File metadata and controls

138 lines (71 loc) · 6.58 KB

Distributed Training

This guide focuses on setting up and running distributed training across multiple compute nodes. It outlines the necessary prerequisites, key configuration parameters to adjust, and how to launch a multi-node job.

Prerequisites for Multi-Node Training

Effective multi-node training relies on seamless communication between the nodes.

Password-less SSH:

  1. On the master node, generate an SSH key pair if you don't have one: ssh-keygen -t rsa (or a more modern algorithm like ed25519).

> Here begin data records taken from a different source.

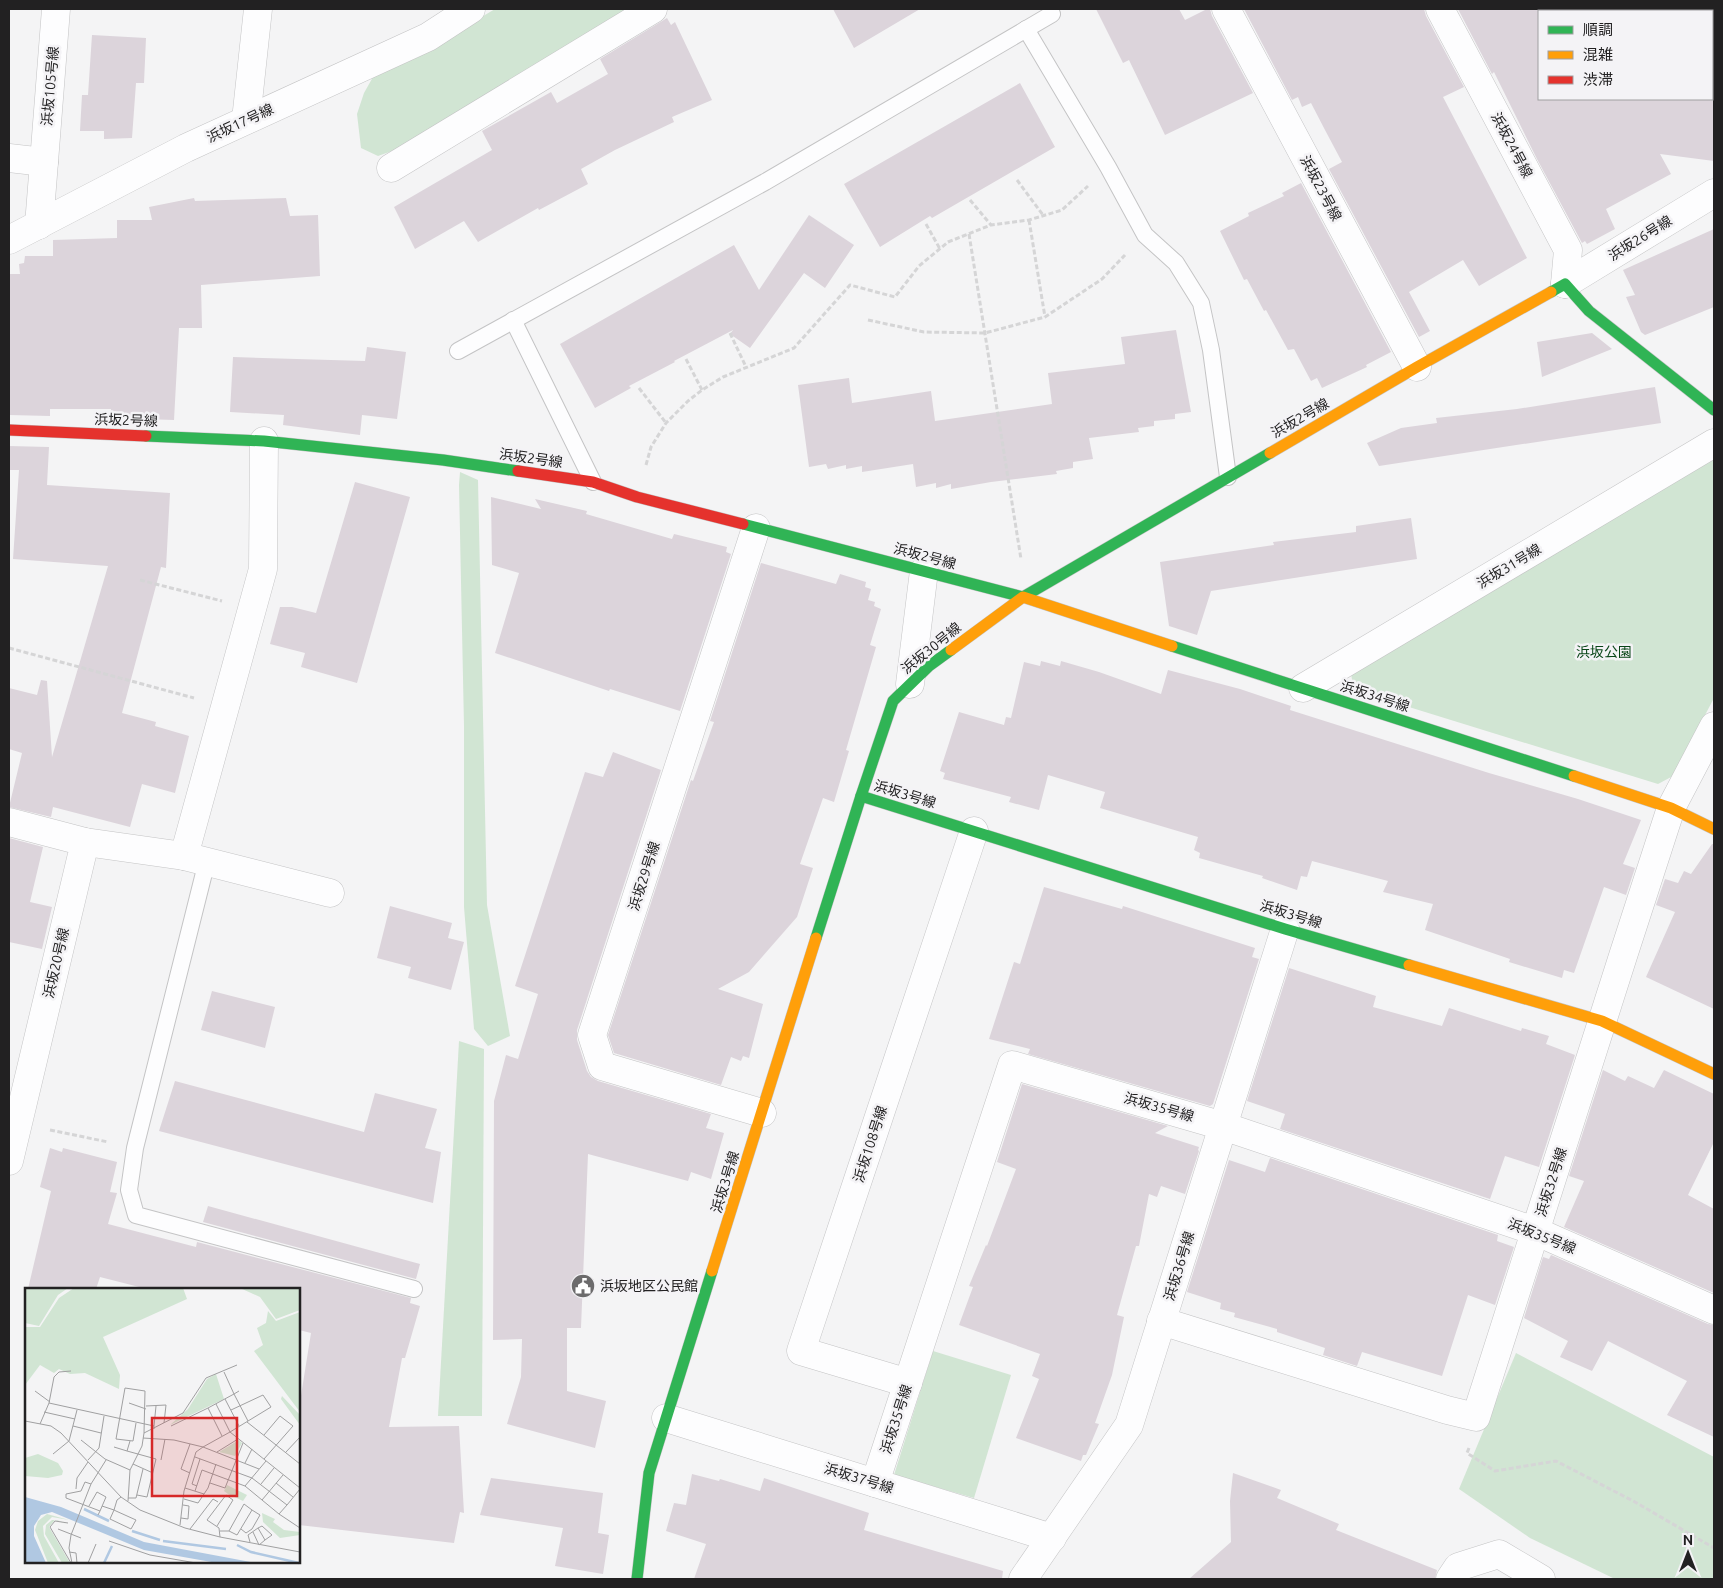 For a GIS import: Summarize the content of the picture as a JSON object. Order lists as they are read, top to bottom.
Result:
{
  "streets": {
    "street": [
      "浜坂105号線",
      "浜坂17号線",
      "浜坂24号線",
      "浜坂23号線",
      "浜坂26号線",
      "浜坂2号線",
      "浜坂31号線",
      "浜坂30号線",
      "浜坂34号線",
      "浜坂3号線",
      "浜坂29号線",
      "浜坂20号線",
      "浜坂35号線",
      "浜坂108号線",
      "浜坂32号線",
      "浜坂36号線",
      "浜坂37号線"
    ]
  },
  "crossings": [
    ["浜坂105号線", "浜坂17号線"],
    ["浜坂24号線", "浜坂26号線"],
    ["浜坂24号線", "浜坂2号線"],
    ["浜坂23号線", "浜坂2号線"],
    ["浜坂26号線", "浜坂2号線"],
    ["浜坂2号線", "浜坂30号線"],
    ["浜坂2号線", "浜坂34号線"],
    ["浜坂2号線", "浜坂29号線"],
    ["浜坂31号線", "浜坂34号線"],
    ["浜坂30号線", "浜坂34号線"],
    ["浜坂30号線", "浜坂3号線"],
    ["浜坂34号線", "浜坂32号線"],
    ["浜坂3号線", "浜坂29号線"],
    ["浜坂3号線", "浜坂108号線"],
    ["浜坂3号線", "浜坂32号線"],
    ["浜坂3号線", "浜坂36号線"],
    ["浜坂3号線", "浜坂37号線"],
    ["浜坂35号線", "浜坂108号線"],
    ["浜坂35号線", "浜坂32号線"],
    ["浜坂35号線", "浜坂36号線"],
    ["浜坂35号線", "浜坂37号線"],
    ["浜坂36号線", "浜坂37号線"]
  ],
  "parks": ["浜坂公園"],
  "places": {
    "public building": ["浜坂地区公民館"]
  },
  "legend": ["順調", "混雑", "渋滞"],
  "north": "top"
} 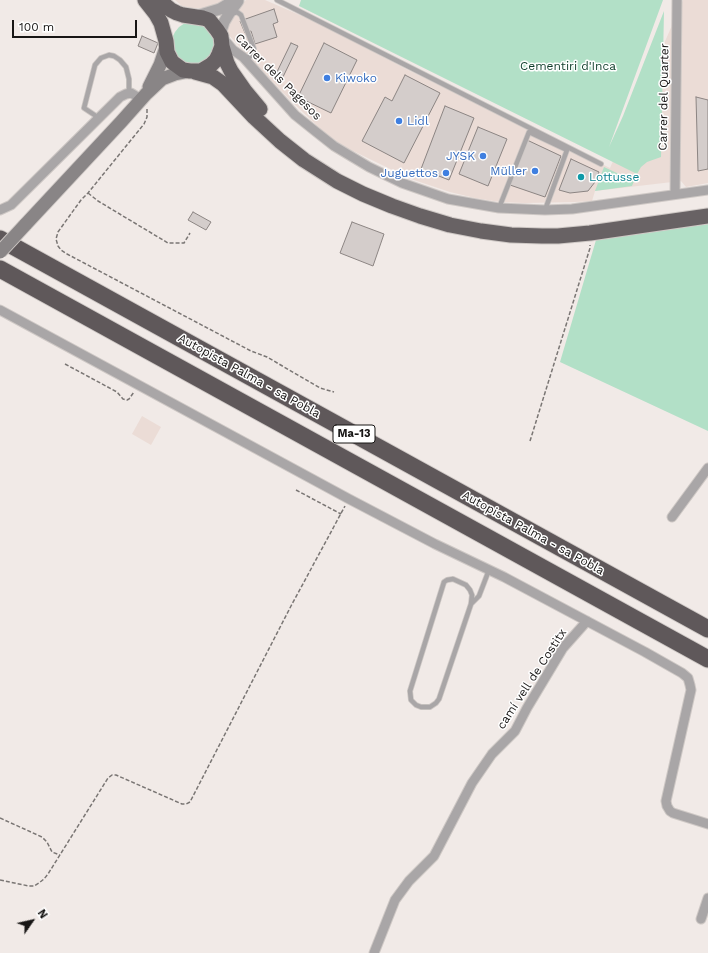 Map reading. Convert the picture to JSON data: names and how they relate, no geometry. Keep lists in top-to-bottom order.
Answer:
{
  "streets": {
    "highway": ["Autopista Palma - sa Pobla", "Ma-13"],
    "street": ["Carrer dels Pagesos", "Carrer del Quarter", "camí vell de Costitx"]
  },
  "crossings": [
    ["Carrer dels Pagesos", "Carrer del Quarter"]
  ],
  "parks": ["Cementiri d'Inca"],
  "places": [
    "Kiwoko",
    "Lidl",
    "JYSK",
    "Müller",
    "Juguettos",
    "Lottusse"
  ],
  "scale_bar": "100 m",
  "north": "top right"
} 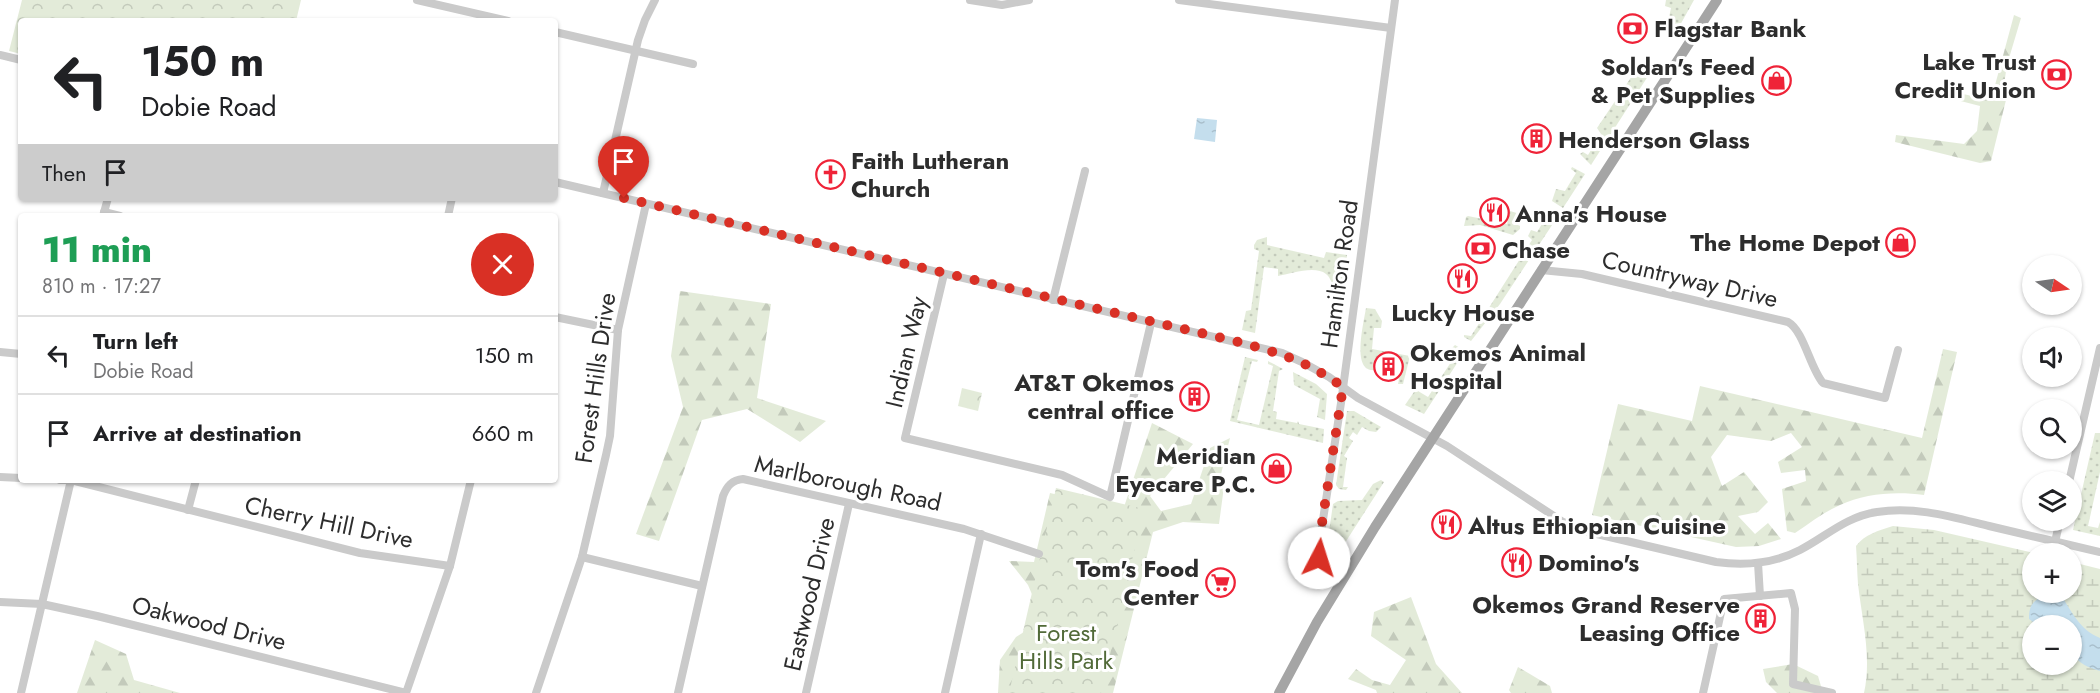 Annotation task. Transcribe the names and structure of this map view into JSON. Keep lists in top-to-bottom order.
{
  "streets": {
    "street": [
      "Hamilton Road",
      "Countryway Drive",
      "Indian Way",
      "Forest Hills Drive",
      "Marlborough Road",
      "Cherry Hill Drive",
      "Eastwood Drive",
      "Oakwood Drive"
    ]
  },
  "crossings": [
    ["Marlborough Road", "Eastwood Drive"]
  ],
  "parks": ["Forest Hills Park"],
  "places": {
    "bank": ["Flagstar Bank", "Lake Trust Credit Union", "Chase"],
    "shop": ["Soldan's Feed & Pet Supplies", "The Home Depot", "Meridian Eyecare P.C."],
    "building": [
      "Henderson Glass",
      "Okemos Animal Hospital",
      "AT&T Okemos central office",
      "Okemos Grand Reserve Leasing Office"
    ],
    "church": ["Faith Lutheran Church"],
    "restaurant": [
      "Anna's House",
      "Lucky House",
      "Altus Ethiopian Cuisine",
      "Domino's"
    ],
    "supermarket": ["Tom's Food Center"]
  },
  "north": "right",
  "page": {
    "turn": ["150 m", "Dobie Road"],
    "then": "Then",
    "heading": ["11 min", "810 m · 17:27"],
    "map_buttons": ["+", "−"],
    "list": [
      {
        "name": "Turn left",
        "note": "Dobie Road",
        "value": "150 m"
      },
      {
        "name": "Arrive at destination",
        "value": "660 m"
      }
    ]
  }
}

  2. Copy the public key from the master node to the ~/.ssh/authorized_keys file on each worker node. You can use ssh-copy-id user@worker_node_ip.

  3. Ensure the ~/.ssh directory on worker nodes has 700 permissions and ~/.ssh/authorized_keys has 600 permissions.

  4. Test by trying to SSH from the master node to each worker node: ssh user@worker_node_ip. It should connect without asking for a password.

Configuration for Multi-Node Training

When scaling to multiple nodes, you'll primarily adjust parallelism settings to distribute the model and data effectively. The total number of GPUs you have (N_total_GPUs) will be utilized by a combination of these strategies:

N_total_GPUs = (PipelineParallelism_Size * TensorParallelism_Size) * DataParallelism_Size

  • system.pipeline_model_parallel_size (PP):

    • Role in Multi-Node: This is crucial for inter-node parallelism. You typically set this to the number of nodes, or a multiple, to distribute stages of your model across different nodes.

    • How to Modify:

      • Default in provided config: 1

      • For N nodes, you might set pipeline_model_parallel_size: N. For example, if you have 2 nodes, setting it to 2 would place one pipeline stage on each node (assuming TP and other parallelisms are handled within the node or stage).

      • If a node has multiple GPUs, each pipeline stage can itself be parallelized using Tensor Parallelism on those GPUs.

  • system.tensor_model_parallel_size (TP):

    • Role in Multi-Node: Primarily for intra-node parallelism. It splits individual model layers across GPUs within a node (or within a pipeline stage).

    • How to Modify:

      • Default in provided config: 1

      • Set this to the number of GPUs per node (or per pipeline stage) you want to dedicate to tensor parallelism. E.g., if a node has 8 GPUs, you might use tensor_model_parallel_size: 4 or 8. This requires high-bandwidth interconnects (like NVLink) between these GPUs.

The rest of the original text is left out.